- Alors : je peux ?
- Si ça peut t'faire plaisir. grogna-t-il.
- Ho oui, beaucoup !
Et joignant les gestes à la parole, elle sortit aussitôt les quelques pièces que sa mère lui avait donné pour son propre déjeuner et les déposa dans la caisse à la place de son billet.
- Voilà qui est fait ! s'exclama-t-elle avec joie. Merci beaucoup !
Il n'ajouta rien, ne la salua même pas, et tourna les talons vers la sortie. Cette fille était décidément bien étrange... Etait-elle simplement stupide ou bien... non il y avait autre chose. Quelque chose qui l'énervait encore plus que sa naïveté trop flagrante. Mais quoi ?
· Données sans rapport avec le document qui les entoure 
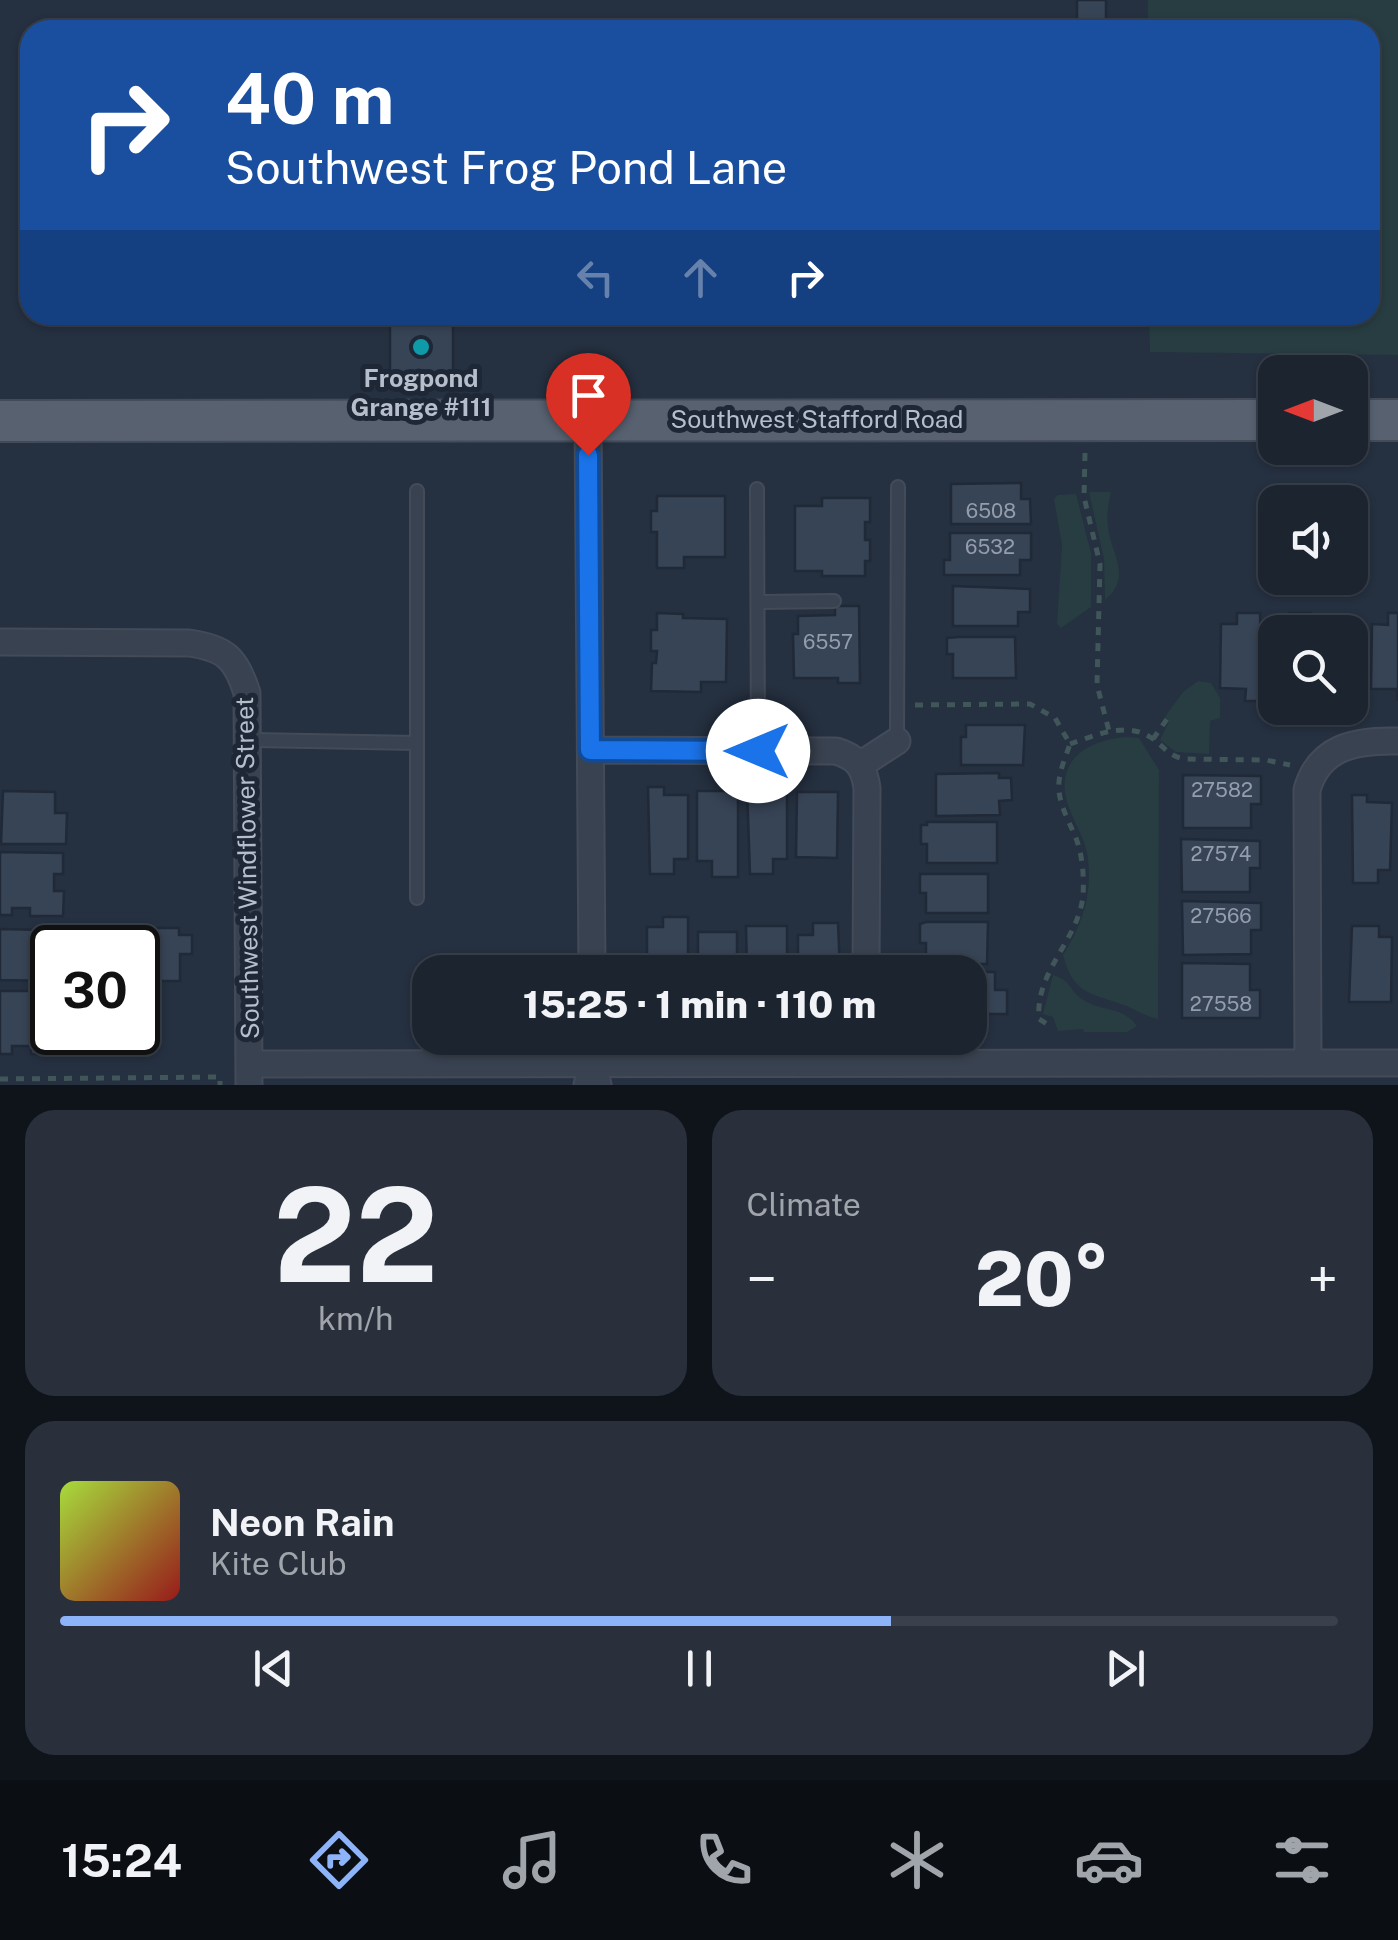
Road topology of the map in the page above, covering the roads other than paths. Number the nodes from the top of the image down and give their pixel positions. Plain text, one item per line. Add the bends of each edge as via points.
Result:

Dehors il accéléra le pas jusqu'au trois garçons qui l'attendaient toujours et bouscula presque Valérie au passage. Il maugréa quelques paroles inintelligibles qui ressemblaient à des excuses puis il disparut avec eux au détour d'une rue un peu plus loin tandis que la jeune femme parvenait sur la terrasse où elle gratifia Lalia et Sandra d'un petit sourire encourageant avant de pénétrer dans la cafétéria même.
- Tout se passe bien ? demanda-t-elle à Manon en passant juste à côté du comptoir pour se diriger vers la cuisine. J'sais pas si Lalia vous a mises au courant mais la cafétéria fermera plus tôt ce soir, exceptionnellement.
- Euh... oui, elle nous l'a appris ce matin en arrivant. répondis la jeune fille d'une toute petite voix. Mais... euh... et pour la librairie ?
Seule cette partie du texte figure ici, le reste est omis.